Should I be a Contract Worker or a Permanent Employee?August 29th, 2013 | Articles, Job Search | 1 Comment »
To be a contract worker or a permanent employee: that is the question many workers pose to themselves. Whether it is better in your mind to have the stability of a fulltime job, or to take on the sea of freedom that is the life of a contract worker, deciding between the two is an important career decision no matter which option you choose.
Are you contract work or fulltime material?
Contractors need to possess a certain independence that is not always a necessity for fulltime employees. A contract worker should be able to work on his or her own, and self-management skills are almost a requirement. It is not rare for contract workers to be left alone by management to finish a project. Many even telecommute from a home office.
It is also beneficial for contractors to specialize in a certain certification or with a particular coding language. A lot of contract work that is sought by employers is short-term because there is a particular task that needs to be accomplished. It is often more attractive for a contract worker to be able to provide a specific service that is sought by many companies.
On the other hand, fulltime employees tend to like the stability and scheduled nature of working as a permanent employee. It also allows you to work closely with a team and build long term relationships with coworkers both in and outside of work, something contract work usually doesn’t offer.
Additionally, permanent employees prefer to have a bit more oversight into how they do their work, and working long term with a company can also allow them to have a mentor that will teach them the industry.
Whether you decide to be a contractor or not it is important to consider the following pros and cons of contract work:
Pros of contract work:
• No long term commitments – You don’t have to worry about staying long-term with a company that you don’t like. If things aren’t going well, you can relax knowing that you will be able to finish your work and move on.
• Often can work from home – If you are more productive working on your own, or just prefer the quiet solitude of your home office, then contract work can provide that for you.

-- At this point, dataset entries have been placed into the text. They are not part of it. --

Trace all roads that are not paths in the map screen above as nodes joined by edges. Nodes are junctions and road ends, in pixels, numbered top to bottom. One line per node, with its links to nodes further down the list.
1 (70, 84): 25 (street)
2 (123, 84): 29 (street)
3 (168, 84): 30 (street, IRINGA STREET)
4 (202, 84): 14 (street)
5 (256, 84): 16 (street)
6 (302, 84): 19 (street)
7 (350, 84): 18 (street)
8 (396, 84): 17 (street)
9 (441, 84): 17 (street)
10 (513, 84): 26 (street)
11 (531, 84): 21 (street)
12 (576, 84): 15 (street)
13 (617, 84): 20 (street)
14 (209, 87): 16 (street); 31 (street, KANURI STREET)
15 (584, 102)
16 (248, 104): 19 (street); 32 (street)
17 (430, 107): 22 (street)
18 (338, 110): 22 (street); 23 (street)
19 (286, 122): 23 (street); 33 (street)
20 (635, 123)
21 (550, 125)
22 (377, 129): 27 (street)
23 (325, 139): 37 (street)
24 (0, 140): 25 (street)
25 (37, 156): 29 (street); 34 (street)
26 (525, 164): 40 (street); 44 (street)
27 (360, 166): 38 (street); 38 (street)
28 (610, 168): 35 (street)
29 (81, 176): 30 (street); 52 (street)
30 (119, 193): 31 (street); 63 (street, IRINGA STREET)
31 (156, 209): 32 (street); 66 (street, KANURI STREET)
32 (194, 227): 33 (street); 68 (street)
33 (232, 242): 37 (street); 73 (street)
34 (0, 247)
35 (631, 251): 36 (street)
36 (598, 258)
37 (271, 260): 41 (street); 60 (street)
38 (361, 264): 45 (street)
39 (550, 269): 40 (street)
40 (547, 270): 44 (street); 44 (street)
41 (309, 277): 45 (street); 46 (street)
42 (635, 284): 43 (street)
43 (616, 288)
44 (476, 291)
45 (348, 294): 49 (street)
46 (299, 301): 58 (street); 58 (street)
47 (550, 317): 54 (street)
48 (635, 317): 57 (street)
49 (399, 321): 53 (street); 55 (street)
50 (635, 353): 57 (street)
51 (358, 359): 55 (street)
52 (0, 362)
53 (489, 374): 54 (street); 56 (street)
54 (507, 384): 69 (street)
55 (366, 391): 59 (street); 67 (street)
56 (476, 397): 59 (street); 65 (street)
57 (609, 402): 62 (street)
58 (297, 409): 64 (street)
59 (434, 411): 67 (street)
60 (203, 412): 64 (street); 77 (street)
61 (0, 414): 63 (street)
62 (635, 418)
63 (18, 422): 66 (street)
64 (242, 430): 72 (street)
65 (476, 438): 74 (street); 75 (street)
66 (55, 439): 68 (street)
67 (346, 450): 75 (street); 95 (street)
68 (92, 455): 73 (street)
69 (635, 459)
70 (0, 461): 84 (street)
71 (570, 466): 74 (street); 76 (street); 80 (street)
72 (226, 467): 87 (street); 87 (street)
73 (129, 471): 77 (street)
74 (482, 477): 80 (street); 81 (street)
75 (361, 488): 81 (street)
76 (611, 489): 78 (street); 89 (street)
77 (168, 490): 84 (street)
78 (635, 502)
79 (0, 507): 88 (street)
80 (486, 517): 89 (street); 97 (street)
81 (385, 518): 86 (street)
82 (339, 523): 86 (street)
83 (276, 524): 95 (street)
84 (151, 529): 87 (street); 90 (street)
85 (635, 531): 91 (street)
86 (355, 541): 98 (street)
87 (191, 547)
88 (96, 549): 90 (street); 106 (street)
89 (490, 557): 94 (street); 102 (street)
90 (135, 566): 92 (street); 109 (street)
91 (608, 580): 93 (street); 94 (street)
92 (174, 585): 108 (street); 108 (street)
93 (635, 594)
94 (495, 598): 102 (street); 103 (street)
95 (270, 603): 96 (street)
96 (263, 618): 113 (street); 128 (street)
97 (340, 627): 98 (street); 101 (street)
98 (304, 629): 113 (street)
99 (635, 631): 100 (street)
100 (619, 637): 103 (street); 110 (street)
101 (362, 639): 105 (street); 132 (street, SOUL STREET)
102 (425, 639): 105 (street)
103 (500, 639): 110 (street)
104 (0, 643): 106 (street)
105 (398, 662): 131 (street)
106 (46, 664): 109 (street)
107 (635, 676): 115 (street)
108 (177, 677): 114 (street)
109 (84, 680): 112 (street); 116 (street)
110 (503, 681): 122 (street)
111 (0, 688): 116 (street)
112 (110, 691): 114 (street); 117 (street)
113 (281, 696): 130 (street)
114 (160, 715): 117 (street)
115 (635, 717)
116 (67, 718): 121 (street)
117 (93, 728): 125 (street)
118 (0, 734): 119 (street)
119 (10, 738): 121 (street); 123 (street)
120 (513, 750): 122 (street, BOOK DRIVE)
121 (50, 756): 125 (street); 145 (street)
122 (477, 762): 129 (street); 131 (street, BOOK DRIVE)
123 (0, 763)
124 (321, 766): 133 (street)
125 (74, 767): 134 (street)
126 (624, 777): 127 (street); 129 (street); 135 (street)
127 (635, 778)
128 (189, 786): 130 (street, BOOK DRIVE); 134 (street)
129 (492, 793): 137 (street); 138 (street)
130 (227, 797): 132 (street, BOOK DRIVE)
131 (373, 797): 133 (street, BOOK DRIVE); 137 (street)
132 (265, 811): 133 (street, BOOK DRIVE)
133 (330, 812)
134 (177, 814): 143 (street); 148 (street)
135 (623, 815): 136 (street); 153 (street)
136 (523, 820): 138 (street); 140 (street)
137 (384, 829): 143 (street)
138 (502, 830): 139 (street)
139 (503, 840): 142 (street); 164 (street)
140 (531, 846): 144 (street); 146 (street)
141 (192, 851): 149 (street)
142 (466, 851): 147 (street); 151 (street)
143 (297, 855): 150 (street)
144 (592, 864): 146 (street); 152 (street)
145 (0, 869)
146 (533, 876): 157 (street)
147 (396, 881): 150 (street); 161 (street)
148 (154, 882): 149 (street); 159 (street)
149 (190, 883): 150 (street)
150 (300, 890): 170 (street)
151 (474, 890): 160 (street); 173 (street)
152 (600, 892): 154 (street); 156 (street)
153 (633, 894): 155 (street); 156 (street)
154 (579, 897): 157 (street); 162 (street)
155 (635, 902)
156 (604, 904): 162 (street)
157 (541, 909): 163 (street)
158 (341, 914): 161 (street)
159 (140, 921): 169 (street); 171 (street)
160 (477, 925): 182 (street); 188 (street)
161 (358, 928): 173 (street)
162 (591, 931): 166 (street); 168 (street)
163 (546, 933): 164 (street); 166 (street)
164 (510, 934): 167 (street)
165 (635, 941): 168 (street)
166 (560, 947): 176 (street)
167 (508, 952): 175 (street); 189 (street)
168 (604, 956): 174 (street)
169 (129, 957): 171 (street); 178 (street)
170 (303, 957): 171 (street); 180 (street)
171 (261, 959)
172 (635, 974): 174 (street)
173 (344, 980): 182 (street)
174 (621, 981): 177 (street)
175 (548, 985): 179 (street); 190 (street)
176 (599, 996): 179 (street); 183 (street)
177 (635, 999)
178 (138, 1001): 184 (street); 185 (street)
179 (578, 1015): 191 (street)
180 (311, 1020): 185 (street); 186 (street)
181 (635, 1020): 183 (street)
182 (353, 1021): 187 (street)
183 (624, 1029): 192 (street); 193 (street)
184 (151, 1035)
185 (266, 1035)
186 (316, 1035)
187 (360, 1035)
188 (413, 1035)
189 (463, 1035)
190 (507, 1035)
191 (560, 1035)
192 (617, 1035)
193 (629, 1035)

• Avoiding office politics – Working in an office can lead to rivalries amongst co-workers. Also, mergers, downsizing, and budget crises can lead to layoffs. Consider yourself immune to all of the above.
• You are paid for the work you do – Fulltime workers who are salaried may have to stay late now and again to finish a project, leading to long hours that don’t always come with extra pay. As an hourly-paid contract worker, you are paid for the work you do, always.
• More Freedom – Feel like moving about the country and seeing how other people live? Contract work can give this to you. Rather than hunkering down in a single location, you are free to move wherever your work may take you.
Cons of contract work:
• No solid work – Contracting comes with the sentence of forever being a job seeker. It is imperative that you have another job lined up by the time you finish your current contract or you risk gaps in income. Recruiters are a great source to help you find consistent work.
• Less Benefits/401K – Contract work doesn’t always come with a 401K or the monster benefits and perks that some companies offer their fulltime workers. On rare occasions, however, certain staffing agencies will offer their own benefits packages and even a 401K to the candidate they help find work.
• Owning your equipment – Companies usually don’t supply equipment to contract workers. Instead, you must shell out your own cash for the tools necessary to get the job done. To help you pay for them, look into tax breaks that cover business expenses.
• Difficulty switching to permanent work – Some employers do not find contract workers to be attractive candidates for positions with their offices. The longer you stay as a contract worker, the harder switching to a fulltime position can become. Look out for contract-to-hire positions that will allow you to get your foot in the door for a permanent position.
Keep in mind that these are general trends that may not apply to all contract and permanent fulltime positions. Every company is different, and your experiences as a contract worker may not be the same as anyone else’s.